### SUPPLIED RECORDS
=-=-=-=-=
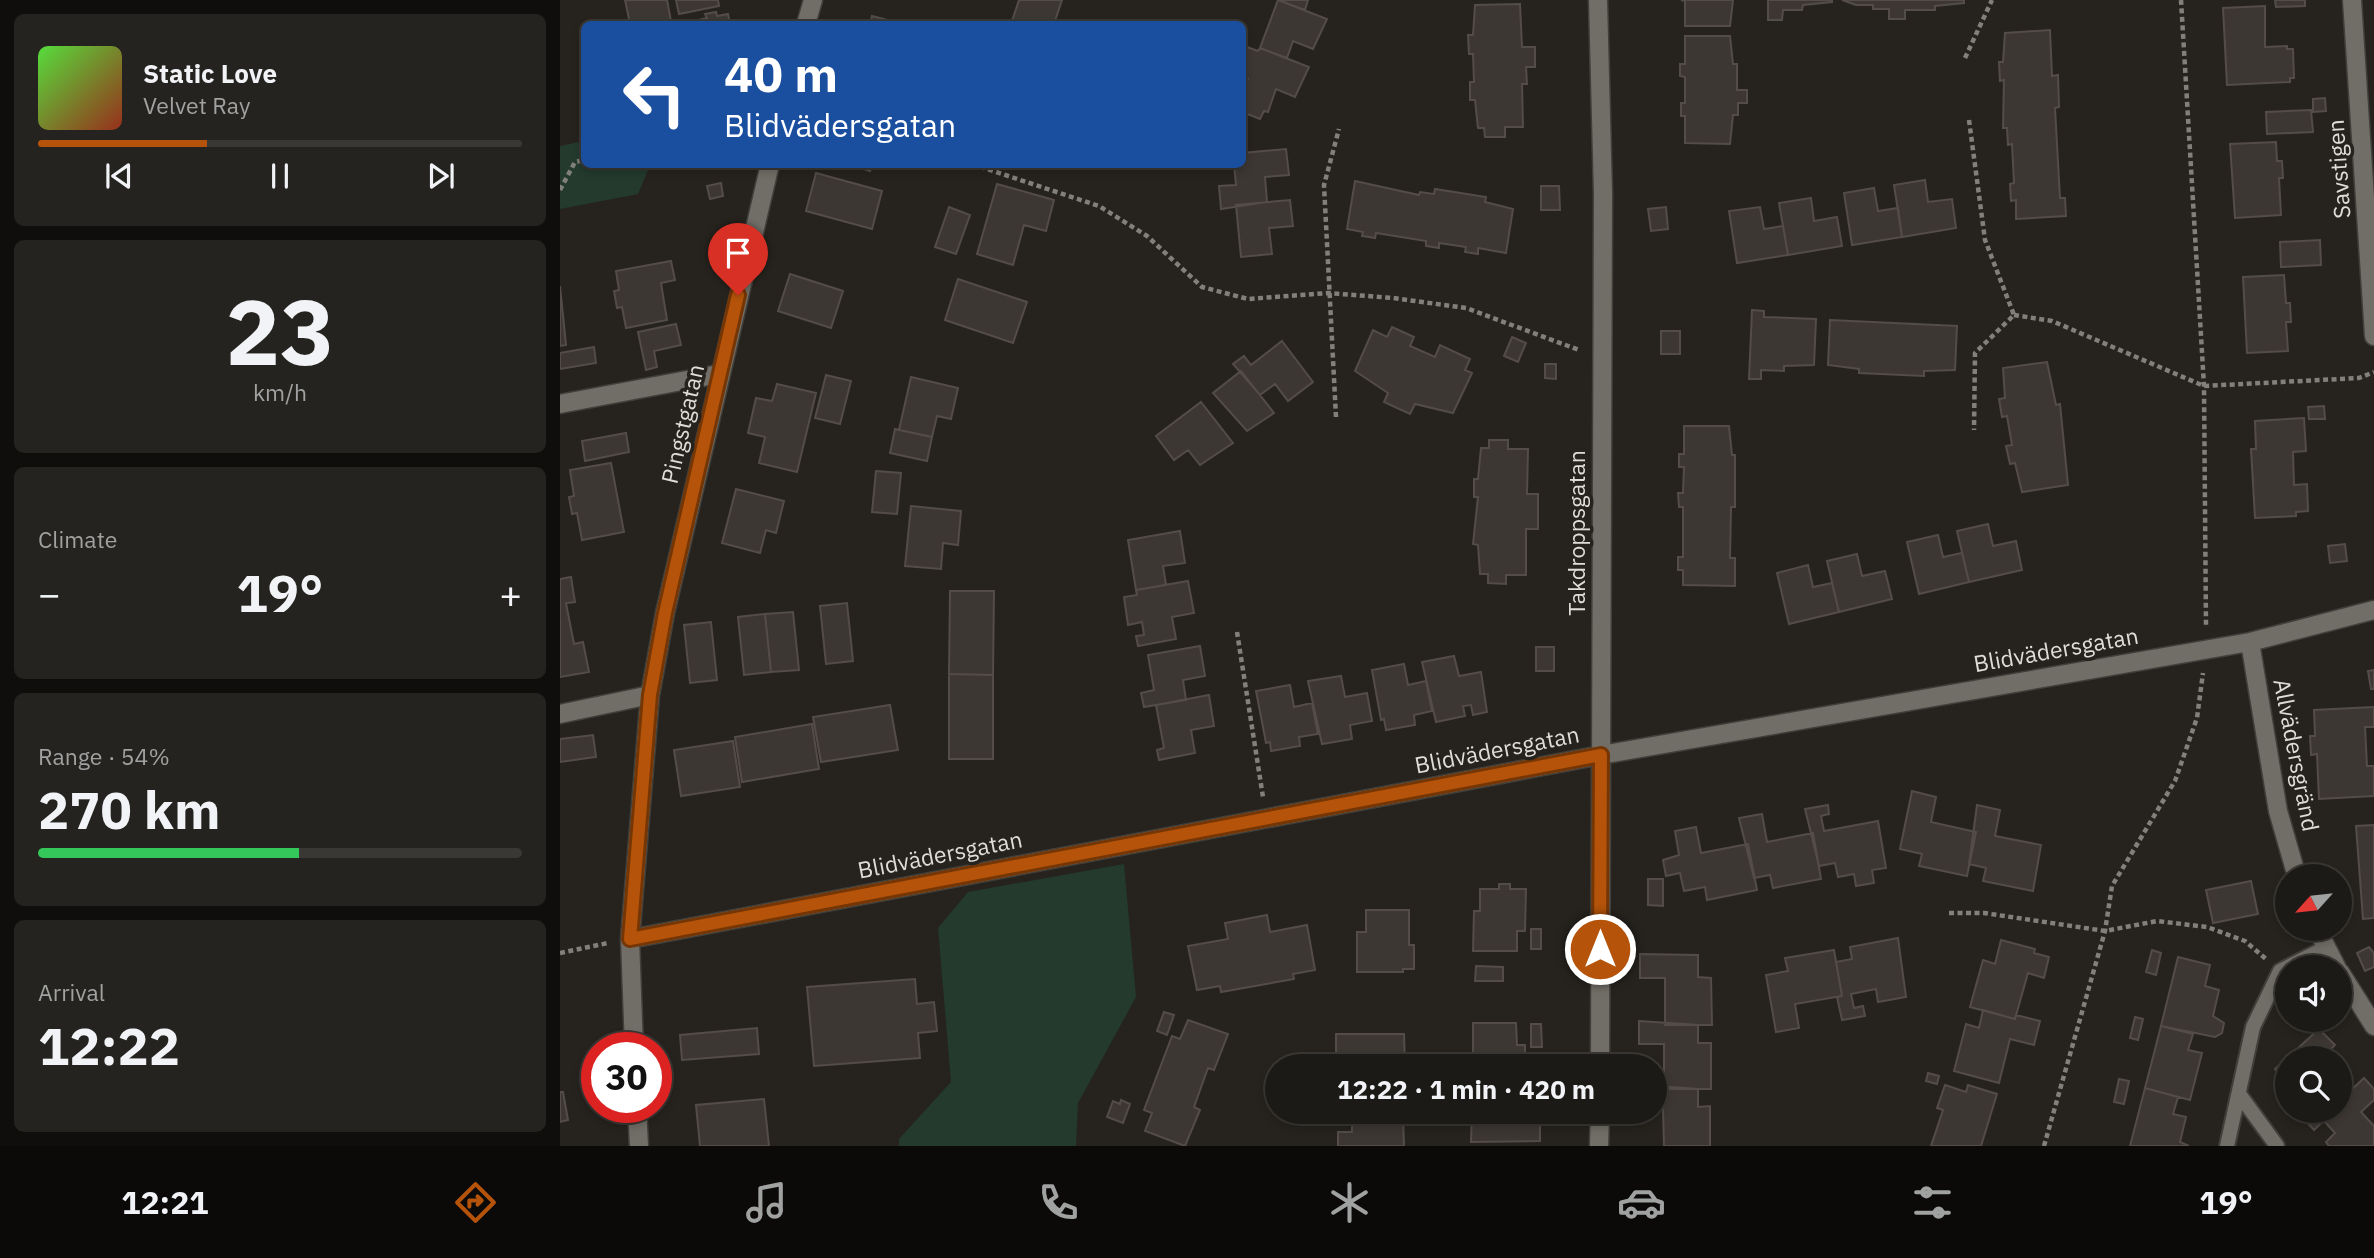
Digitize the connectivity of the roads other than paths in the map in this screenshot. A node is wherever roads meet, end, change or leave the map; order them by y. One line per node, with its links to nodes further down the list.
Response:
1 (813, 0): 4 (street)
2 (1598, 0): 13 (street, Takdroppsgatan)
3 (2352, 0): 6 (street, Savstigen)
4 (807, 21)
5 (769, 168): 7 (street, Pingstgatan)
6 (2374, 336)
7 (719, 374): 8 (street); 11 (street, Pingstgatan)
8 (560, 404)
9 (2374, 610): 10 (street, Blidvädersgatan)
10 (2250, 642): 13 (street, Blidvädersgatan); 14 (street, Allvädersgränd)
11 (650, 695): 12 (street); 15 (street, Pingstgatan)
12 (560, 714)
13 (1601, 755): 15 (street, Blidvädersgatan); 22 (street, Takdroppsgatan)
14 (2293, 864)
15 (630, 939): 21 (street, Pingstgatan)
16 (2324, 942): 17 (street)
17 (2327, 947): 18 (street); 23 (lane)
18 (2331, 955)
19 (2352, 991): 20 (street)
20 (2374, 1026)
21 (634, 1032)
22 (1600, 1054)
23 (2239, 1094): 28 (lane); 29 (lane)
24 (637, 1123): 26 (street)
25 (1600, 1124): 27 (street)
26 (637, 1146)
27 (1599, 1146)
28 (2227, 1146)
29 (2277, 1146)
=-=-=-=-=
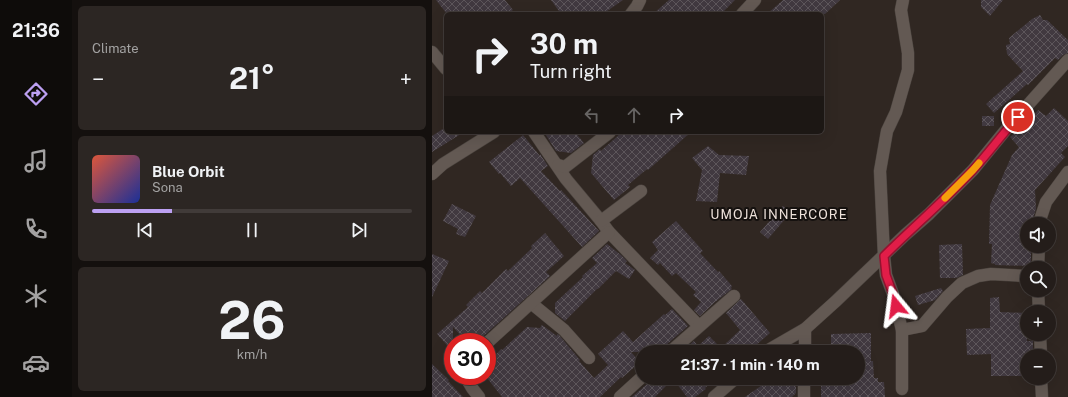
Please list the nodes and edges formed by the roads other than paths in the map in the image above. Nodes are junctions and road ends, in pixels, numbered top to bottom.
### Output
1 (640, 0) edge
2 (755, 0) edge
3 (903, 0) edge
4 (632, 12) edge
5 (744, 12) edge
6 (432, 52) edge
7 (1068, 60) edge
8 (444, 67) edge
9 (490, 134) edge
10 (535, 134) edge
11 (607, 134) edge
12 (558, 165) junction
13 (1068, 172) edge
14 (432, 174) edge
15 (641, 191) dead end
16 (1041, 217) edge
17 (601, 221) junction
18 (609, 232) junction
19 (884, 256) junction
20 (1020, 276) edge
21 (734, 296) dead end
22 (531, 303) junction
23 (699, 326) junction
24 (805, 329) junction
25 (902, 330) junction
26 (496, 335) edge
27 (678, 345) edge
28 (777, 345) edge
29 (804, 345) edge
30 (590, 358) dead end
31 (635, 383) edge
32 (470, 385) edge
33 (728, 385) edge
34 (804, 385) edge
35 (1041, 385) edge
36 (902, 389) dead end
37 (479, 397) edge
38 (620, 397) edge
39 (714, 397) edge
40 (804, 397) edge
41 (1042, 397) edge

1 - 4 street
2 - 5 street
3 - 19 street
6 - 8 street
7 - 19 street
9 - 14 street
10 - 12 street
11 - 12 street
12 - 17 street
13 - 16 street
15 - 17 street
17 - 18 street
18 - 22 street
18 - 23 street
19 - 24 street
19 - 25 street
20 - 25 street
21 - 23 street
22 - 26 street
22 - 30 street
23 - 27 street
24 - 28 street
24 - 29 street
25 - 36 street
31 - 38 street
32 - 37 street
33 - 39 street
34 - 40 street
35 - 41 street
=-=-=-=-=
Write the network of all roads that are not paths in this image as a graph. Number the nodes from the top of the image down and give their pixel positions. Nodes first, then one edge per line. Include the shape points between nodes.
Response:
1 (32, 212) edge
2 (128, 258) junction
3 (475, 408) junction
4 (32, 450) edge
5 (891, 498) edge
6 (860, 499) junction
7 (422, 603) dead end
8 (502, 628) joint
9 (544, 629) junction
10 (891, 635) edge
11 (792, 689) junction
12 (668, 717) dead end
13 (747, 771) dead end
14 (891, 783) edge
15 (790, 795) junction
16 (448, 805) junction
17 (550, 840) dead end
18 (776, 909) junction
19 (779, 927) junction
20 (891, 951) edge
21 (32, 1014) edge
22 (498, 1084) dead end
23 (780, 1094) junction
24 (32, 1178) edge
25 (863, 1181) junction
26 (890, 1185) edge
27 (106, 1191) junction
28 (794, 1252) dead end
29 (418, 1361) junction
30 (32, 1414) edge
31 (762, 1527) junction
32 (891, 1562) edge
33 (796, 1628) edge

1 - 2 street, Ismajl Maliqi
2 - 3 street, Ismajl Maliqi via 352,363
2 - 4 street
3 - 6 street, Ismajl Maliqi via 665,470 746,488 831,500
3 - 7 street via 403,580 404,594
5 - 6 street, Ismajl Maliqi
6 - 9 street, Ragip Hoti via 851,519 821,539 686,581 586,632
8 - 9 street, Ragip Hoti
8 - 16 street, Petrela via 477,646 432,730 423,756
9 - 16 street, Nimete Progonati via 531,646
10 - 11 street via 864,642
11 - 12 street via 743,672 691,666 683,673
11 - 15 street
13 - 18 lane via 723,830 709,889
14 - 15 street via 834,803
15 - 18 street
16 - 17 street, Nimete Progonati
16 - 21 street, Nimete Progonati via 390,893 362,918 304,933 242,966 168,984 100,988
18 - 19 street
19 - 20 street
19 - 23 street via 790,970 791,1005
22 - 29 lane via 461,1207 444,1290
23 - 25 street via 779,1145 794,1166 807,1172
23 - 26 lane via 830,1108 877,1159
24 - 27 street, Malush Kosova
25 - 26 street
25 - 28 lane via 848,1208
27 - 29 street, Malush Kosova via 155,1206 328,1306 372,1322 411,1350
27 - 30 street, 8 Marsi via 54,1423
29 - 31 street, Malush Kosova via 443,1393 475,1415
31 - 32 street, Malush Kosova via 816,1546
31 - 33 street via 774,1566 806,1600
=-=-=-=-=
State how many lines of the listing include "this", and nothing more.

### REPLY TO THE EXERCISE
2